Einige, die Semaglutid-Injektionen bekamen, berichteten auch von einer tiefen Abneigung gegen fettiges Essen. Da der Wirkstoff das Verdauungssystem beeinflusst, können zu den Nebenwirkungen Übelkeit, Durchfall oder Erbrechen gehören.
Auch kostet etwa eine monatliche Dosis des Medikaments Wegovy in den USA rund 1400 Dollar. Doch allein der rasante Gewichtsverlust einiger Prominenter sorgt für einen Hype.
Der Hersteller von Ozempic und Wegovy, der dänische Pharmakonzern Novo Nordisk, profitiert von der weltweiten Nachfrage und avancierte jüngst zum wertvollsten börsennotierten Unternehmen Europas.
Experten der Bank Barclays prognostizieren, dass die Ausbreitung solcher Abnehmmittel die Nachfrage bei Anbietern von Snacks wie Chips und Fast-FoodKetten drücken könnte. Conagra, ein amerikanischer Anbieter unter anderem von Tief kühlkuchen und Trinkkakao, denkt bereits
über kleinere Packungsgrößen nach. Andere Firmen schränken ein, man habe noch zu wenig Daten
über das Kundenverhalten. Die Stimmung der Investoren macht sich bereits in Druck auf die Aktienpreise von Unternehmen wie Pepsico, Mondelez oder McDonald’s bemerkbar. Bei den Restaurant-Aktien werden zudem die sogenannten Short-Seller aktiver: Börsen-Spekulanten, die in Erwartung sinkender Kure geliehene Aktien verkaufen – in der Hoffnung, sie später zu einem niedrigeren Preis zurückzukaufen und mit der Differenz einen Profit zu machen.
Bei Pepsico betonte Firmenchef Ramon Laguarta vor einigen Tagen: „Bisher sind die Auswirkungen für unser Geschäft vernachlässigbar.“Es gebe noch viele Fragezeichen rund um die Medikamente – man beobachte aber die Entwicklung. Insgesamt sei der Konzern unabhängig davon dabei, Salz, Fett und Zucker in seinen Produkten zu reduzieren. Von Pepsico kommen neben Softdrinks auch Snacks mit Marken wie Lay’s und Cheetos. Ein stärkerer Trend sei aktuell, dass Verbraucher statt regulärer großer Mahlzeiten unstrukturiert „Mini-Mahlzeiten“essen, sagte Laguarda. Das treibe das Geschäft an. Pepsico hob nach einem Gewinnplus im dritten Quartal die Jahresprognose an.

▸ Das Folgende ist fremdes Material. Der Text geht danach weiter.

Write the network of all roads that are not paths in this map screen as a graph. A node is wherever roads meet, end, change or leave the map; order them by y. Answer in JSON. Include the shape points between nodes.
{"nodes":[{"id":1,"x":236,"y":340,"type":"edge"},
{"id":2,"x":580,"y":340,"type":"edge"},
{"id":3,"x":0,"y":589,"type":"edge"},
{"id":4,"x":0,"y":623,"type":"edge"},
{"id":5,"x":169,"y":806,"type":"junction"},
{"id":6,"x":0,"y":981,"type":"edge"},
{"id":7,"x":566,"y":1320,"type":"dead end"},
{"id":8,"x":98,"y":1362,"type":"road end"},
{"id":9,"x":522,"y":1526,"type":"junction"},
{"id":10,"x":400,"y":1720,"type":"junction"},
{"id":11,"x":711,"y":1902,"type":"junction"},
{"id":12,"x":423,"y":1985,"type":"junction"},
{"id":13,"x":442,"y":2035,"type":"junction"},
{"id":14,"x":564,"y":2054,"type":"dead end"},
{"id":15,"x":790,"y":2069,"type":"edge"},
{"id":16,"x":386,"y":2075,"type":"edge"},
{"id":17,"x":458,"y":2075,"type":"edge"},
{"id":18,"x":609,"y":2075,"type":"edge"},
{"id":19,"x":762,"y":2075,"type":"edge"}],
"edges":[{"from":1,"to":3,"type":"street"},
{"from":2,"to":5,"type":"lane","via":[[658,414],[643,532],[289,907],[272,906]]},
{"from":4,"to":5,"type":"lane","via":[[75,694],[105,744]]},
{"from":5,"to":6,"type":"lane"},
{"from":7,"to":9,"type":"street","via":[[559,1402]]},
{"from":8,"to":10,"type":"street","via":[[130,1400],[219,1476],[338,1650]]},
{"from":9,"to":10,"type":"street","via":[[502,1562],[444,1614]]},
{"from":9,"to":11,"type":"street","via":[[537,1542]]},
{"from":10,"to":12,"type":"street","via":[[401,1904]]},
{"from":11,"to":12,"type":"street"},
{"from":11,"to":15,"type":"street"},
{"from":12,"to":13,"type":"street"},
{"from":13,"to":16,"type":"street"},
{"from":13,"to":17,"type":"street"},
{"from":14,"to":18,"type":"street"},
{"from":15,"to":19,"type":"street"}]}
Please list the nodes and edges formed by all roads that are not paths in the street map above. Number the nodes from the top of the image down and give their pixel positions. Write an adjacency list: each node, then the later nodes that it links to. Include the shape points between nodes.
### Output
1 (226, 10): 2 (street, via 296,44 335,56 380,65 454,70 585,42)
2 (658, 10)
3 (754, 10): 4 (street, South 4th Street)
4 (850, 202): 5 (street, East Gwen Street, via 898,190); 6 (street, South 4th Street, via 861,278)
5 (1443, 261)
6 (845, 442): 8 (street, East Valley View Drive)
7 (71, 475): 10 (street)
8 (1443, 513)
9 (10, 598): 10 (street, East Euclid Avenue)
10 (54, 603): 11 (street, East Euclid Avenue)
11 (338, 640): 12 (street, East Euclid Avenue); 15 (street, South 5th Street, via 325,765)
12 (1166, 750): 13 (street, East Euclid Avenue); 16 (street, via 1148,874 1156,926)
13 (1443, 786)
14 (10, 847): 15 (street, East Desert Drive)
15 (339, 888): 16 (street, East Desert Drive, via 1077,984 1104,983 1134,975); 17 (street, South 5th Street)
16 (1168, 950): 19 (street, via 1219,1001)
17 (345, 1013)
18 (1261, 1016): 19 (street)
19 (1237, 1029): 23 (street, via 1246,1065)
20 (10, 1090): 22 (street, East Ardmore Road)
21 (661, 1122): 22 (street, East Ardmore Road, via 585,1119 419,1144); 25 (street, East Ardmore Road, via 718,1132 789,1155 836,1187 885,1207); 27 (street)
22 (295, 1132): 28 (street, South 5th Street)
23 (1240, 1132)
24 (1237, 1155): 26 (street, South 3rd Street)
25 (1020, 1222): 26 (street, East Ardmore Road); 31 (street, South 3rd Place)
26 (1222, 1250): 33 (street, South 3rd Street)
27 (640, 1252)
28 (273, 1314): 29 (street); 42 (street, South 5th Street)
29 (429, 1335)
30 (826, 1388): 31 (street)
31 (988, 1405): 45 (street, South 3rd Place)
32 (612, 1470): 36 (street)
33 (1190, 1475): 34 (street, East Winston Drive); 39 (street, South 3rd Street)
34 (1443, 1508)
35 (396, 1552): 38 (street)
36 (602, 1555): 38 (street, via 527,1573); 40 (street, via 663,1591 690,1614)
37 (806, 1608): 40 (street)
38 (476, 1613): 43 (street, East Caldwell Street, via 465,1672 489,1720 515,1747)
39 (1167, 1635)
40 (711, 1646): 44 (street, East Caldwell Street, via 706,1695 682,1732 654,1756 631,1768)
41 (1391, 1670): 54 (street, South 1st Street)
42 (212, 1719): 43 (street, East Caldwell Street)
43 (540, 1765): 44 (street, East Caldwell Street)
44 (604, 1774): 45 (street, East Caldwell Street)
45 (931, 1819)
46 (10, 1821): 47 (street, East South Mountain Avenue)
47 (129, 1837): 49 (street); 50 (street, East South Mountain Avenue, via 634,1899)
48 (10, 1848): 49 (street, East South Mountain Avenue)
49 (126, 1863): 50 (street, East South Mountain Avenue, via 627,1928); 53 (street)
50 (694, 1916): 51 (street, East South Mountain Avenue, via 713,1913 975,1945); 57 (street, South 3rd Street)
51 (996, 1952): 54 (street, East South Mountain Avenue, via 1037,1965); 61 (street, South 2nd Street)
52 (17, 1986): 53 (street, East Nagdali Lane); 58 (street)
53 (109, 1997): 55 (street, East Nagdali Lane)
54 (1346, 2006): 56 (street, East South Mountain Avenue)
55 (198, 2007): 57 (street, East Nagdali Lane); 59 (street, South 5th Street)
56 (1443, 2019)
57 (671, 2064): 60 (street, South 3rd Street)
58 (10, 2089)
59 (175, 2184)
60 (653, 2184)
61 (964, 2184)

Ein Experte der Finanzfirma Mizuho sagte im Wirtschaftssender CNBC voraus, dass das Geschäft der US-Restaurantbranche zum Jahr 2025 um 25 Milliarden Dollar schrumpfen könnte. Als Folge würden auch die Verkäufe von Restaurant-Austattungen, Einkäufe im Großhandel und das Geschäft mit Essenslieferungen zurückgehen.
Analysten der Bank of America machten einen weiteren potenziellen Verlierer des Trends aus: Anbieter von kalorienarmen Tief kühlprodukten. Denn warum sollten Leute extra Geld dafür bezahlen, wenn Medikamente gleich den Appetit bremsen?
Eine Analystin der Investmentfirma Jefferies denkt unterdessen bei den Folgen eines Abnehmbooms noch weiter: Im Luftverkehr würden leichtere Passagiere mehr Gewinn bedeuten. So könne allein die US-Fluggesellschaft United Airlines rund 80 Millionen Dollar im Jahr sparen, wenn das Durchschnittsgewicht von Fluggästen dank der Mittel um rund fünf Kilogramm sinkt. Bei anderen Fluggesellschaften sei von Effekten in ähnlicher Größenordnung auszugehen. Auch Anbieter von Fitnessartikeln und -bekleidung könnten vom Boom der Medikamente profitieren.
Allerdings gilt wie in anderen Diätfällen: Wenn man die Mittel nicht mehr nimmt, hört auch der Appetitzügler-Effekt auf, sodass die Kilos schnell wiederkommen können.